L’éducation post- école secondaire joue un rôle essentiel pour promouvoir l’intégration, et c’est pour ce motif que, il y a deux ans, le JRS a mis sur pied une stratégie pour garantir de diverses manières, l’intégration professionnelle et éducative des réfugiés. La stratégie a inclus le développement d’un programme de bourses de 3 ans à l’ENS (Institut de formation des enseignants) à l’aide duquel 60 réfugiés peuvent obtenir un diplôme  reconnu par l’Etat tchadien  qui est une certification de leur qualification d’enseignants tchadiens. En outre, le JRS offre des cours d’informatique dans deux Centres Arrupe en donnant aux étudiants la possibilité de développer leurs connaissances en informatique, outre à des cours de langue française à différents niveaux.

Grâce à une récente collaboration avec le CALF (Centre d’apprentissage de la langue française), des bénéficiaires sont devenus de plus en plus nombreux à pouvoir passer l’examen DELF (Diplôme d‘études en langue française) dans les camps. En 2017, plus de 1.800 étudiants ont reçu une éducation faisant partie de ce programme, dans lequel plus de 25% des participants étaient des femmes.

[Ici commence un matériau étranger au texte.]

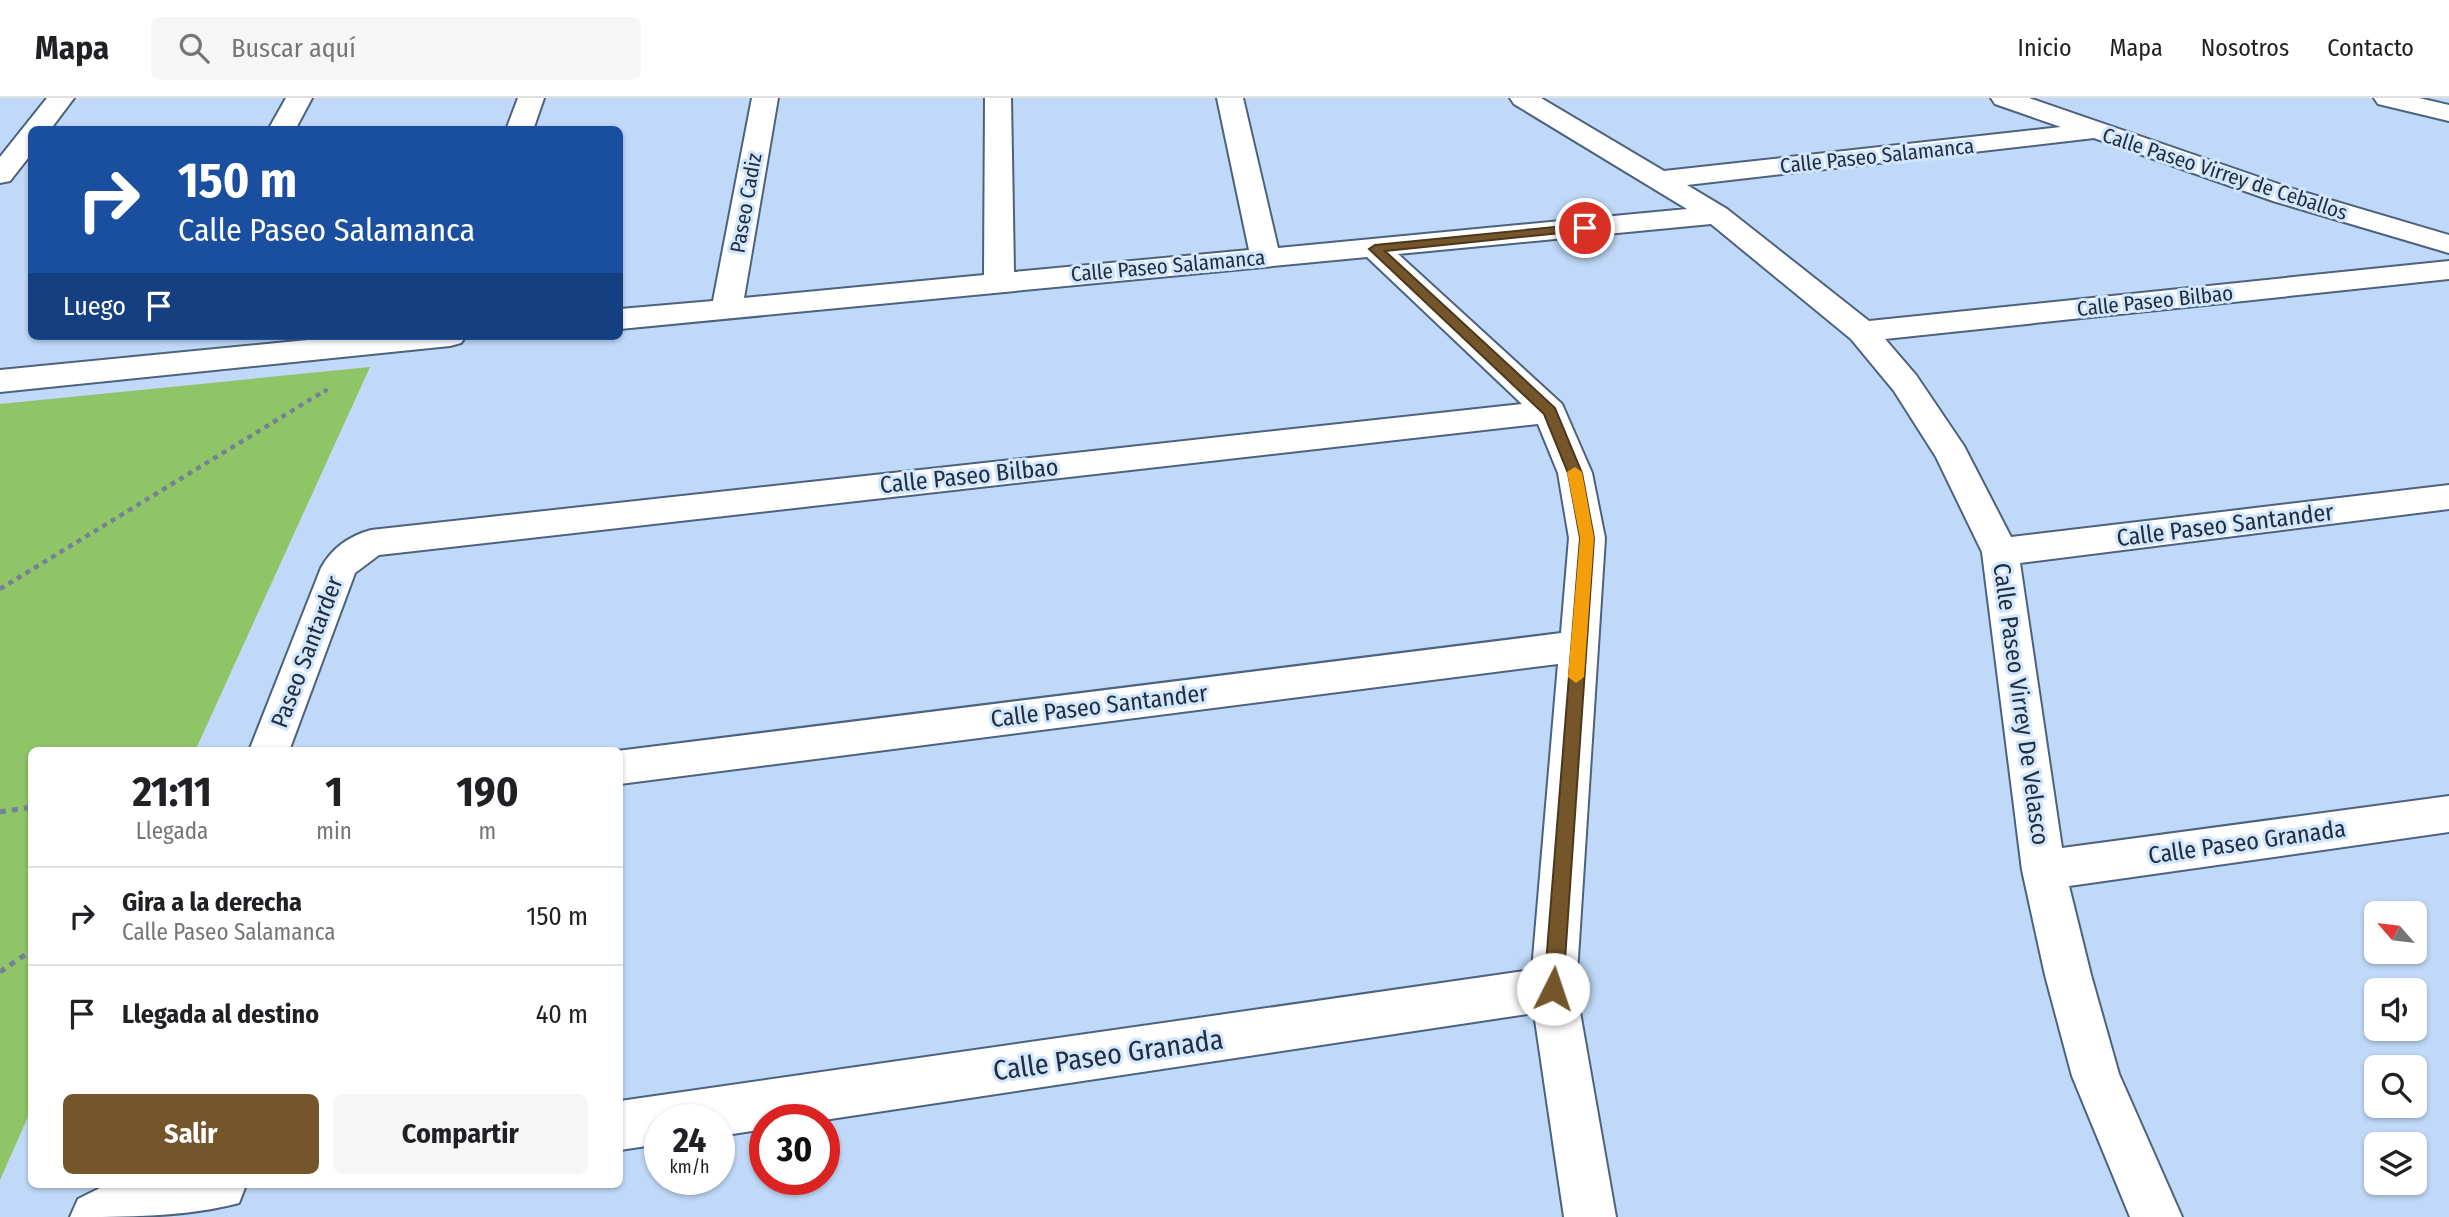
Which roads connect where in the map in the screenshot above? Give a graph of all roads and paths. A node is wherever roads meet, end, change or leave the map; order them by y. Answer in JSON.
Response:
{"nodes":[{"id":1,"x":61,"y":98,"type":"edge"},
{"id":2,"x":299,"y":98,"type":"edge"},
{"id":3,"x":531,"y":98,"type":"edge"},
{"id":4,"x":765,"y":98,"type":"edge"},
{"id":5,"x":998,"y":98,"type":"edge"},
{"id":6,"x":1230,"y":98,"type":"edge"},
{"id":7,"x":1523,"y":98,"type":"edge"},
{"id":8,"x":2004,"y":98,"type":"edge"},
{"id":9,"x":2387,"y":98,"type":"edge"},
{"id":10,"x":2449,"y":113,"type":"edge"},
{"id":11,"x":39,"y":126,"type":"edge"},
{"id":12,"x":283,"y":126,"type":"edge"},
{"id":13,"x":520,"y":126,"type":"edge"},
{"id":14,"x":2094,"y":132,"type":"junction"},
{"id":15,"x":28,"y":140,"type":"edge"},
{"id":16,"x":0,"y":175,"type":"edge"},
{"id":17,"x":1660,"y":180,"type":"junction"},
{"id":18,"x":1717,"y":215,"type":"junction"},
{"id":19,"x":2449,"y":244,"type":"edge"},
{"id":20,"x":1375,"y":249,"type":"junction"},
{"id":21,"x":1265,"y":257,"type":"junction"},
{"id":22,"x":2449,"y":270,"type":"edge"},
{"id":23,"x":999,"y":282,"type":"junction"},
{"id":24,"x":727,"y":308,"type":"junction"},
{"id":25,"x":623,"y":319,"type":"edge"},
{"id":26,"x":1862,"y":332,"type":"junction"},
{"id":27,"x":157,"y":340,"type":"edge"},
{"id":28,"x":407,"y":340,"type":"edge"},
{"id":29,"x":140,"y":368,"type":"junction"},
{"id":30,"x":0,"y":381,"type":"edge"},
{"id":31,"x":334,"y":385,"type":"dead end"},
{"id":32,"x":1550,"y":412,"type":"junction"},
{"id":33,"x":2449,"y":497,"type":"edge"},
{"id":34,"x":388,"y":540,"type":"joint"},
{"id":35,"x":2000,"y":552,"type":"junction"},
{"id":36,"x":0,"y":589,"type":"edge"},
{"id":37,"x":1579,"y":646,"type":"junction"},
{"id":38,"x":271,"y":747,"type":"edge"},
{"id":39,"x":623,"y":767,"type":"edge"},
{"id":40,"x":28,"y":808,"type":"edge"},
{"id":41,"x":0,"y":812,"type":"edge"},
{"id":42,"x":2449,"y":814,"type":"edge"},
{"id":43,"x":2044,"y":870,"type":"junction"},
{"id":44,"x":28,"y":953,"type":"edge"},
{"id":45,"x":0,"y":972,"type":"edge"},
{"id":46,"x":1553,"y":989,"type":"junction"},
{"id":47,"x":735,"y":1109,"type":"edge"},
{"id":48,"x":644,"y":1122,"type":"edge"},
{"id":49,"x":623,"y":1126,"type":"edge"},
{"id":50,"x":200,"y":1188,"type":"edge"},
{"id":51,"x":96,"y":1217,"type":"edge"},
{"id":52,"x":1590,"y":1217,"type":"edge"},
{"id":53,"x":2156,"y":1217,"type":"edge"}],
"edges":[{"from":1,"to":11,"type":"street"},
{"from":2,"to":12,"type":"street"},
{"from":3,"to":13,"type":"street"},
{"from":4,"to":24,"type":"street","name":"Paseo Cadiz"},
{"from":5,"to":23,"type":"street"},
{"from":6,"to":21,"type":"street"},
{"from":7,"to":17,"type":"street","name":"Calle Paseo Virrey De Velasco"},
{"from":8,"to":14,"type":"street","name":"Calle Paseo Virrey de Ceballos"},
{"from":9,"to":10,"type":"street"},
{"from":14,"to":17,"type":"street","name":"Calle Paseo Salamanca"},
{"from":14,"to":19,"type":"street","name":"Calle Paseo Virrey de Ceballos"},
{"from":15,"to":16,"type":"street"},
{"from":17,"to":18,"type":"street","name":"Calle Paseo Virrey De Velasco"},
{"from":18,"to":20,"type":"street","name":"Calle Paseo Salamanca"},
{"from":18,"to":26,"type":"street","name":"Calle Paseo Virrey De Velasco"},
{"from":20,"to":21,"type":"street","name":"Calle Paseo Salamanca"},
{"from":20,"to":32,"type":"street"},
{"from":21,"to":23,"type":"street","name":"Calle Paseo Salamanca"},
{"from":22,"to":26,"type":"street","name":"Calle Paseo Bilbao"},
{"from":23,"to":24,"type":"street","name":"Calle Paseo Salamanca"},
{"from":24,"to":25,"type":"street","name":"Calle Paseo Salamanca"},
{"from":26,"to":35,"type":"street","name":"Calle Paseo Virrey De Velasco"},
{"from":27,"to":29,"type":"street"},
{"from":28,"to":29,"type":"street"},
{"from":29,"to":30,"type":"street"},
{"from":31,"to":36,"type":"path"},
{"from":32,"to":34,"type":"street","name":"Calle Paseo Bilbao"},
{"from":32,"to":37,"type":"street"},
{"from":33,"to":35,"type":"street","name":"Calle Paseo Santander"},
{"from":34,"to":38,"type":"street","name":"Paseo Santarder"},
{"from":35,"to":43,"type":"street","name":"Calle Paseo Virrey De Velasco"},
{"from":37,"to":39,"type":"street","name":"Calle Paseo Santander"},
{"from":37,"to":46,"type":"street"},
{"from":40,"to":41,"type":"path"},
{"from":42,"to":43,"type":"street","name":"Calle Paseo Granada"},
{"from":43,"to":53,"type":"street","name":"Calle Paseo Virrey De Velasco"},
{"from":44,"to":45,"type":"path"},
{"from":46,"to":47,"type":"street","name":"Calle Paseo Granada"},
{"from":46,"to":52,"type":"street"},
{"from":48,"to":49,"type":"street","name":"Calle Paseo Granada"},
{"from":50,"to":51,"type":"street"}]}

Plus de 10% de ces étudiants étaient tchadiens, étant donné qu’encourager la participation de la population locale à ces initiatives contribue à améliorer la coexistence et l’intégration dans la communauté.

Ammar est un exemple clair de l’importance de  l’éducation  post-école secondaire dans les vies de réfugiés. Il a 20 ans et vit dans  le camp Djabal à  Gosbeida, au Tchad. En plus d’être un étudiant  en  commercialisation, il est aussi étudiant au JRS en langue française et en langue anglaise, ainsi qu’en informatique. Grâce à ce qu’il apprend à ces cours, il peur accroitre ses connaissances en téléchargeant des  vidéos et des didacticiels qui sont en français et en anglais. Son rêve est d’aller à l’université et apprendre la médecine, mais pour le moment ses besoins économiques le rendent impossible.. « J’espère qu’un jour j’aurai l’argent pour pouvoir aller à l’université. Ma famille est très grande et nous avons besoin d’argent parce que mon père a 28 enfants. »

Malgré tout, Ammar est optimiste : « Maintenant, j’ai 20 ans, et je n’ai pas encore obtenu une seule des choses que je désirais ; mais je suis certain que j’y arriverai… Chaque matin, quand je me lève, j’essaie de faire de mon mieux. »

En 2018, la stratégie d’éducation post- école secondaire du JRS pointera  à augmenter le nombre de bourses disponibles en créant de nouveaux partenariats de formation professionnelle, pour permettre à de nouvelles générations de réfugiés d’avoir accès à des cours de qualité élevée en langue française et en science informatique ainsi qu’à chercher des manières d’élargir ces activités dans d’autres régions du Tchad.

L’intégration des réfugiés au Tchad est une nécessité de plus en plus urgente, et l’éducation post-école secondaire est une des solutions les plus efficaces, Il est d’importance vitale de continuer à soutenir et améliorer les programmes qui aident à l’intégration.